All rather logical, mind you. Anyone that has been wanting to flog a property on a hideous flight path has been gifted with a once in a lifetime opportunity. Selling those buggers to anyone with ample hearing is tough on any given day, so if you’re going to attempt to pull off the heist of the century, there’s certainly no better time to do it than when the entire aviation industry has gone tits-up [with the vast majority of planes grounded]!
Have I ever told you that I live in Hertfordshire, near Stansted Airport (but far enough away from the flight path to avoid having to cut my ears off)?
I have, but you never listen.
It’s a lovely part of the world; it provides pleasant rural, country Bumpkin living, but also an ease of access to the buzzing capital and the world of black boogers! It’s great.

https://www.propertyinvestmentproject.co.uk/blog/buying-a-house-on-a-flight-path/



Mate, why don't you go bugger off to some UK-centric thread? Why are you wasting your time here?
Anonymous
How do you find out where the flight paths are? Is the a map where you can see them or a website where you can enter an address to check?
Anonymous
Anonymous wrote:How do you find out where the flight paths are? Is the a map where you can see them or a website where you can enter an address to check?


Use the Flight Aware app.
Anonymous
Anonymous wrote:I’m a many-pages-ago PP who said we moved because of NexGen and really thoroughly vetted areas to move. I can tell you 100% this is a thing and we made the right choice. I was a Whitman HS today and the planes were 2-3 minutes apart, on the exact same path, close enough that I could read the airline name and count windows through this dreary weather. Glad we did not move to that area.
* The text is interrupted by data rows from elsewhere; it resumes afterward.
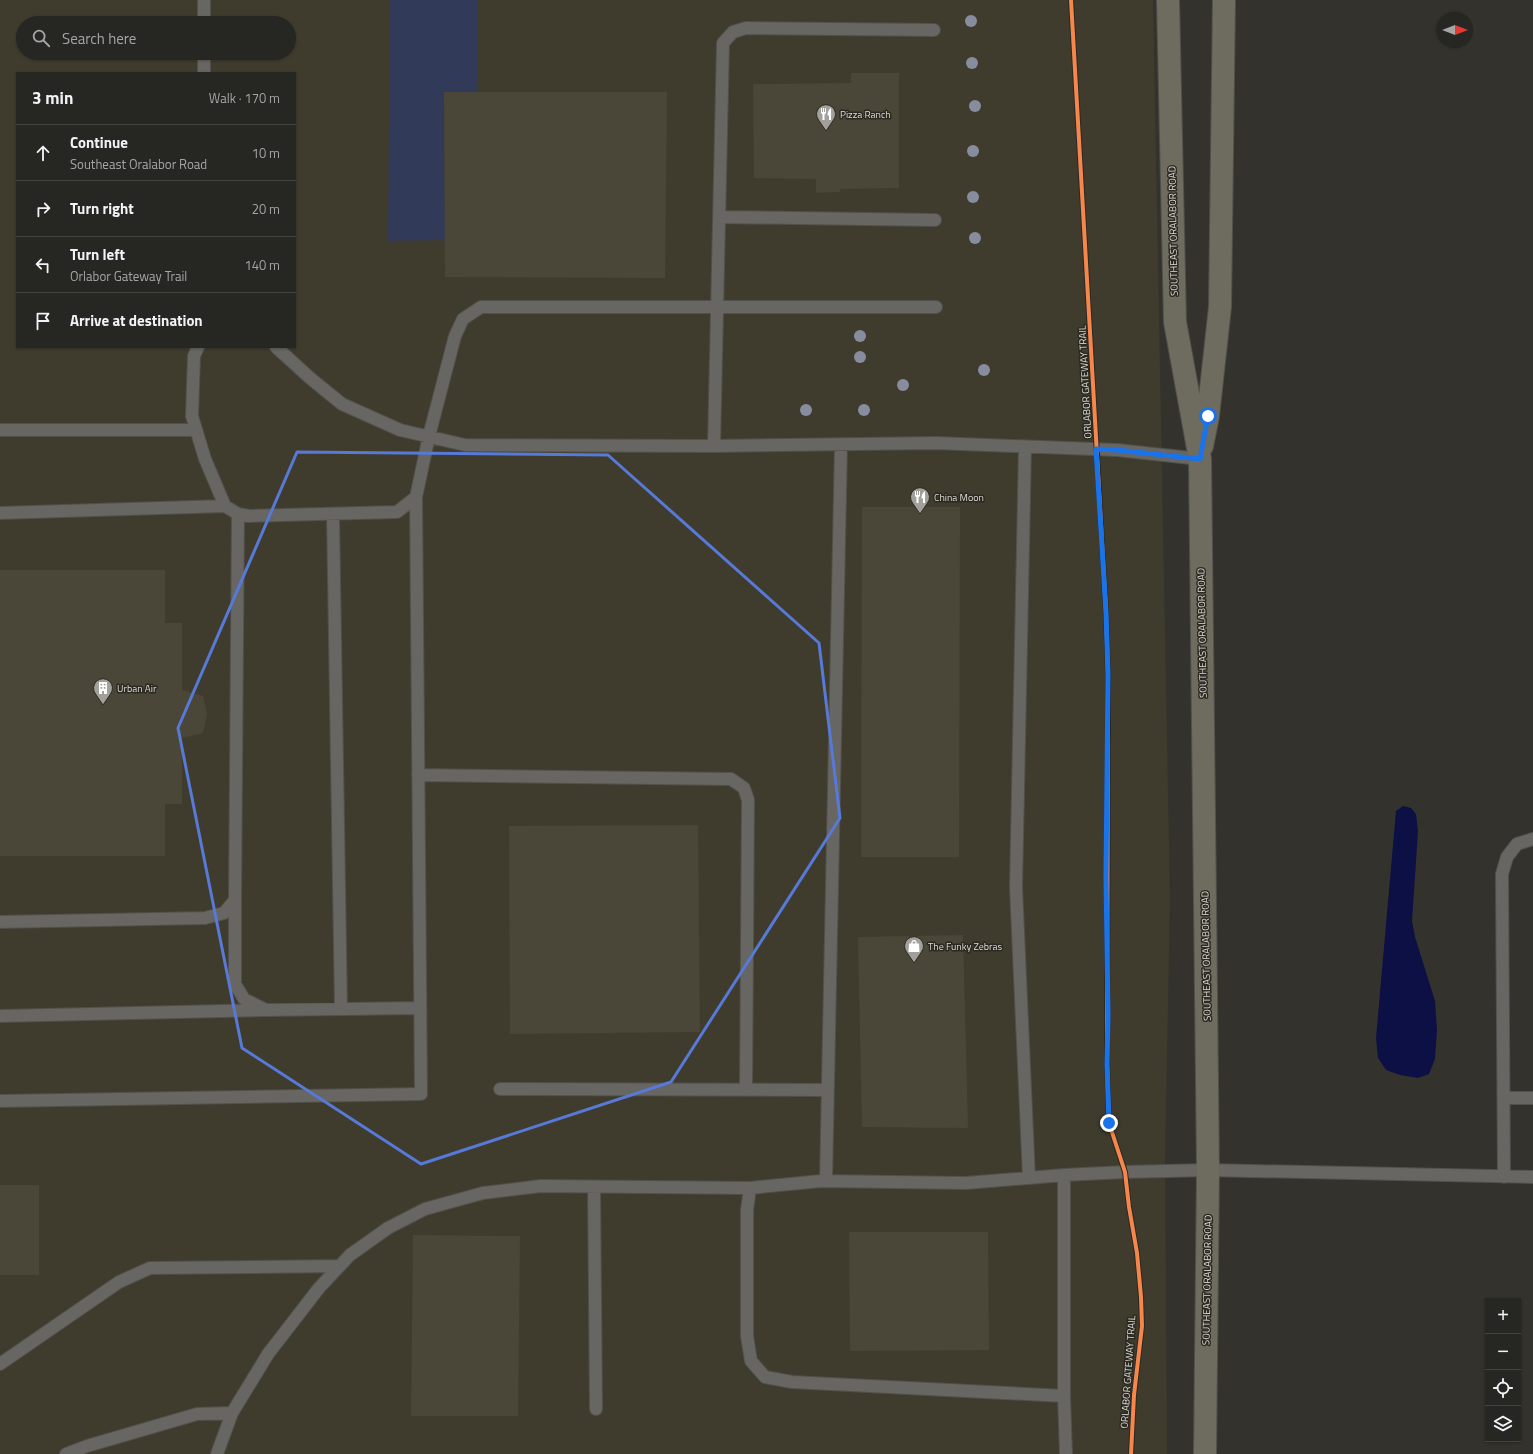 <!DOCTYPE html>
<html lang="en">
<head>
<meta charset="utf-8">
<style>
	:root { --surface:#262622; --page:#2e2e2a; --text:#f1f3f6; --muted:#a4a5a5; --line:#424340 }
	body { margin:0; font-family:"Titillium Web",sans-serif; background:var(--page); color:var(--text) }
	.controls { position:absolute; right:12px; bottom:12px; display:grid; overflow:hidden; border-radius:0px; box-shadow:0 1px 3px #0004 }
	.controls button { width:36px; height:36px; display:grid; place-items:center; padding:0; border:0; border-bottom:1px solid var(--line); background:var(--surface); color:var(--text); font:20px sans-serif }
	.compass { position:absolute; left:1437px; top:12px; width:36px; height:36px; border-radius:50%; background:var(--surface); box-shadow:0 1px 3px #0004; rotate:90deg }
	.stop { position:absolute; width:12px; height:12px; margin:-9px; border:3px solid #1a73e8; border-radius:50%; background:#fff }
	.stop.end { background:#1a73e8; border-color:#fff; box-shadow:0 1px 4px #0008 }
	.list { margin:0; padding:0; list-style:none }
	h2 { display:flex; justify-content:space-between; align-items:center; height:52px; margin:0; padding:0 16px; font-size:17px }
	h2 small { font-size:13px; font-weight:400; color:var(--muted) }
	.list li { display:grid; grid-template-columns:26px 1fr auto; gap:12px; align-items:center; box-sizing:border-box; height:56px; padding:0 16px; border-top:1px solid var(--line) }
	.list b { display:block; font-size:15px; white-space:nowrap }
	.list p { margin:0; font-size:13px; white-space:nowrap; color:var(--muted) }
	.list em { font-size:13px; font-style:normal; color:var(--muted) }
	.icon { flex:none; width:22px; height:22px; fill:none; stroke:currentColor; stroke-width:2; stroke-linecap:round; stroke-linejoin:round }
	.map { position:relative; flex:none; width:1533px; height:1454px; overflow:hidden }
	.search { position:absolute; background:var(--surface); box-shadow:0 1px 3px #0004; left:16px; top:16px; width:280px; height:44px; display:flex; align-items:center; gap:10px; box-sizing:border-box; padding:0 14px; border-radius:22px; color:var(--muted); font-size:15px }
	.panel { position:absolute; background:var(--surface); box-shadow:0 1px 3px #0004; left:16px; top:72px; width:280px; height:276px; border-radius:0px }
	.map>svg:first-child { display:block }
	.built { fill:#3f3c2e; fill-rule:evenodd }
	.green { fill:#313b59 }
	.water { fill:#0d1044 }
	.building { fill:#4a4738 }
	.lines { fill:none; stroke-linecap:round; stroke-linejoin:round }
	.service-casing { stroke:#51504c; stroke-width:14 }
	.primary-casing { stroke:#51504c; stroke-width:24 }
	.service { stroke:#676663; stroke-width:12 }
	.primary { stroke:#6e6b5f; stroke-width:22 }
	.cycleway-casing { stroke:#2b2921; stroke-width:6 }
	.cycleway { stroke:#f5874c; stroke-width:4 }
	.tree { fill:#878d9f }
	.route { stroke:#1a73e8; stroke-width:5 }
	.marked { fill:none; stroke:#5779d7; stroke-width:3; stroke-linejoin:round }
	.labels { text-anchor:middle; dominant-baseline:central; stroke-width:3; stroke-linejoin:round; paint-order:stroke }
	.poi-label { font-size:10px; fill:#dddcd6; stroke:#2b2921; text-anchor:start }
	.street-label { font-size:10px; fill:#dddcd6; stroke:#2b2921 }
</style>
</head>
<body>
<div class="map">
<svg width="1533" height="1454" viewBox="0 0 1533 1454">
	<rect width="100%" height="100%" fill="#33322d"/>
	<path class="built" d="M0,0H1153L1170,898L1165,1159L1167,1454H0ZM23,23H289V53H23ZM17,73H295V347H17Z"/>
	<path class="green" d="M391,0H477V91L444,92L445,240L388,241L390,2Z"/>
	<path class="water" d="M1403,806L1411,808L1416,814L1418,831L1412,921L1415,937L1435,1001L1437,1030L1435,1059L1429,1074L1418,1078L1400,1075L1386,1070L1378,1058L1376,1038L1396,811Z"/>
	<path class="building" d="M851,73H899V188L840,189V192L816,193V179L754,178L753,84L851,83Z
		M444,92H667L665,278L445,277Z
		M862,507H960L959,857H861Z
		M0,570H165V623H182V690L203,696L207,714L203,733L182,738V804H165V856H0Z
		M698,825L700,1032L510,1034L509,826Z
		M963,935L968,1128L862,1127L858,937Z
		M0,1185H39V1275H0Z
		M849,1232H988L989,1350L850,1351Z
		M413,1235L520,1236L518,1416H411Z"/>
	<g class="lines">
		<defs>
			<path id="service" d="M204,0V23
				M204,53V73
				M719,217L935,220
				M198,347L194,356L192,416L205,459L225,506L238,514L249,516L397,512L416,497L429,436L455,336L463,319L481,307H936
				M276,347L310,378L342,404L400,430L465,445L714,446L936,443L1117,450L1200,459
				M0,430H196
				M714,446L723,43L733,32L746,28L934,30
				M1025,447L1016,887L1029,1178
				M0,513L225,506
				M333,514L341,1009
				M418,775L731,779L744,788L748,800L746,1090
				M235,900V984L244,999L266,1010L420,1008
				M0,922L205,918L224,913L235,900L238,514
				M0,1016L265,1010
				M500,1089L828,1090
				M1504,1098H1533
				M0,1101L421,1094L416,497
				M1064,1175V1396L1066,1454
				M1504,1177L1502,874L1507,857L1517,844L1533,839
				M826,1181L841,444
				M594,1187L596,1409
				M750,1188L747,1210V1336L751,1361L765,1377L792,1382L1064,1396
				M0,1364L119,1282L150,1268L339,1266
				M66,1454L87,1446L197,1414L232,1413
				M217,1454L232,1413L268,1354L319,1288L350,1255L388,1228L425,1209L483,1193L541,1186L750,1188L821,1181L966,1183L1064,1175L1125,1172L1208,1170L1533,1177"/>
			<path id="primary" d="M1168,0L1175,322L1200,459L1208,1170L1205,1454
				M1202,446L1208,416L1220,307L1224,0"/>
		</defs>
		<use href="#service" class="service-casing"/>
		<use href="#primary" class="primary-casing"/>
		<use href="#service" class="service"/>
		<use href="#primary" class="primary"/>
		<defs>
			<path id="cycleway" d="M1071,0L1106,612L1108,674L1107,1064L1109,1123L1125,1172L1129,1207L1137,1253L1141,1297L1142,1326L1134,1395L1131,1454"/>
		</defs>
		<use href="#cycleway" class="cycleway-casing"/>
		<use href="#cycleway" class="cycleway"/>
	</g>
	<g class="tree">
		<circle cx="971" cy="21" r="6"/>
		<circle cx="972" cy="63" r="6"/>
		<circle cx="975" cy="106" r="6"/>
		<circle cx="973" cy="151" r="6"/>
		<circle cx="973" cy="197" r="6"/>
		<circle cx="975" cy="238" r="6"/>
		<circle cx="860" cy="336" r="6"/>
		<circle cx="860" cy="357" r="6"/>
		<circle cx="984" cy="370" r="6"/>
		<circle cx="903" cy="385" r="6"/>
		<circle cx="806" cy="410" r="6"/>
		<circle cx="864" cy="410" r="6"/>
	</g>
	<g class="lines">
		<path class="route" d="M1109,1123L1107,1064L1108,1016L1106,877L1108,674L1106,612L1096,449L1117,450L1200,459L1208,416"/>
	</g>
	<path class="marked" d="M297,452L608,455L819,643L840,818L671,1082L421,1164L242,1048L178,728Z"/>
	<defs>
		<symbol id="restaurant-pin" viewBox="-11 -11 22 30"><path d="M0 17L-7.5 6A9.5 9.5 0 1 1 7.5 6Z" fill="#a2a09b" stroke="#2b2921"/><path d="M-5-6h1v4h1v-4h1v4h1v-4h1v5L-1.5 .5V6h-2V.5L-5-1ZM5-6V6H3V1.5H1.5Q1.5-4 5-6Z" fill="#fff"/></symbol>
		<symbol id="building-pin" viewBox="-11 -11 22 30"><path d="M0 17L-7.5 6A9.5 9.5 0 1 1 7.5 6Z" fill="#a2a09b" stroke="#2b2921"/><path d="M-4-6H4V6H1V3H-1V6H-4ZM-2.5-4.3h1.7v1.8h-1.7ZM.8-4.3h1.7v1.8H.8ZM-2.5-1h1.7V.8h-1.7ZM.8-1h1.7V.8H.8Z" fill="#fff"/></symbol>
		<symbol id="shop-pin" viewBox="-11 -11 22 30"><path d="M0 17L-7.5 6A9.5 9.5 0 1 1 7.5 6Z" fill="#a2a09b" stroke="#2b2921"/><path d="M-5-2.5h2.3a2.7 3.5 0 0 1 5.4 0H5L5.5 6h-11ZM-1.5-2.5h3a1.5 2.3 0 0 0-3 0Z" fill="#fff"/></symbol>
	</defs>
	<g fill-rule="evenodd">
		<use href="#restaurant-pin" x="815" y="103" width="22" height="30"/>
		<use href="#restaurant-pin" x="909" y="486" width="22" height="30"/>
		<use href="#building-pin" x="92" y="677" width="22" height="30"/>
		<use href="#shop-pin" x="903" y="935" width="22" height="30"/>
	</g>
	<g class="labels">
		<g class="poi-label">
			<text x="840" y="114">Pizza Ranch</text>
			<text x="934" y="497">China Moon</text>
			<text x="117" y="688">Urban Air</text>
			<text x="928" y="946">The Funky Zebras</text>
		</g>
		<g class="street-label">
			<text transform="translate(1173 231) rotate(-91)">SOUTHEAST ORALABOR ROAD</text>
			<text transform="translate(1085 382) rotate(-93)">ORLABOR GATEWAY TRAIL</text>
			<text transform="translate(1202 633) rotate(-91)">SOUTHEAST ORALABOR ROAD</text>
			<text transform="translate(1206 956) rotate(-91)">SOUTHEAST ORALABOR ROAD</text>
			<text transform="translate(1207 1280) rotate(-89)">SOUTHEAST ORALABOR ROAD</text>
			<text transform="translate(1128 1372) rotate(-86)">ORLABOR GATEWAY TRAIL</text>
		</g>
	</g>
</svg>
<div class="controls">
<button>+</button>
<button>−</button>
<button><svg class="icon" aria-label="locate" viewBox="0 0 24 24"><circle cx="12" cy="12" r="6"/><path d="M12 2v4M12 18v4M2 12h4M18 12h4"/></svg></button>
<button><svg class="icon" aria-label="layers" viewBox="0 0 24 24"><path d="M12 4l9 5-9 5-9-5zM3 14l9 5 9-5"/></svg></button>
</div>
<svg class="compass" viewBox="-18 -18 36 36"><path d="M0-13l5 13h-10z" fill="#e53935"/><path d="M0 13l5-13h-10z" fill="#a4a5a5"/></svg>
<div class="stop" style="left:1208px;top:416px"></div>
<div class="stop end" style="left:1109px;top:1123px"></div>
<div class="search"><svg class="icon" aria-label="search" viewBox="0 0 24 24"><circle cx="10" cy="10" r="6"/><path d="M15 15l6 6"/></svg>Search here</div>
<section class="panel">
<h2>3 min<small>Walk · 170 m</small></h2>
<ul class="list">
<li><svg class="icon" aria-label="ahead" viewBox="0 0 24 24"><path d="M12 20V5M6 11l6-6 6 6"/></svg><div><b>Continue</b><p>Southeast Oralabor Road</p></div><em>10 m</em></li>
<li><svg class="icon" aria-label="right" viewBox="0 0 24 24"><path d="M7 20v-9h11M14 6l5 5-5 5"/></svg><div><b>Turn right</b></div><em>20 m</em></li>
<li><svg class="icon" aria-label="left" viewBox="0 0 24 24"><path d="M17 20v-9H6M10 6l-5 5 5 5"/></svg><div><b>Turn left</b><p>Orlabor Gateway Trail</p></div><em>140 m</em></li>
<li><svg class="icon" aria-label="arrive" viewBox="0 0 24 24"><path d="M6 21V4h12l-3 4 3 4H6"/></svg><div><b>Arrive at destination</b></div></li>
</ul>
</section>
</div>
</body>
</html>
For the 1,000x time - nobody cares about the miniscule amount of noise, or "pollution", except for a tiny percentage of (usually much older) people. Why do you think these zip codes are still the most expensive in the area?
Anonymous
Anonymous wrote:If this was as big of a problem as this board makes it out to be, the homes is Palisades would simply not continuously sell for as much as they do. We recently moved away from the area. It was nothing compared to the helicopters you constantly hear on the Hill (where we lived previously), which was also fine. I don’t get this fixation.

Is it your contention that it doesn’t diminish the value of those homes?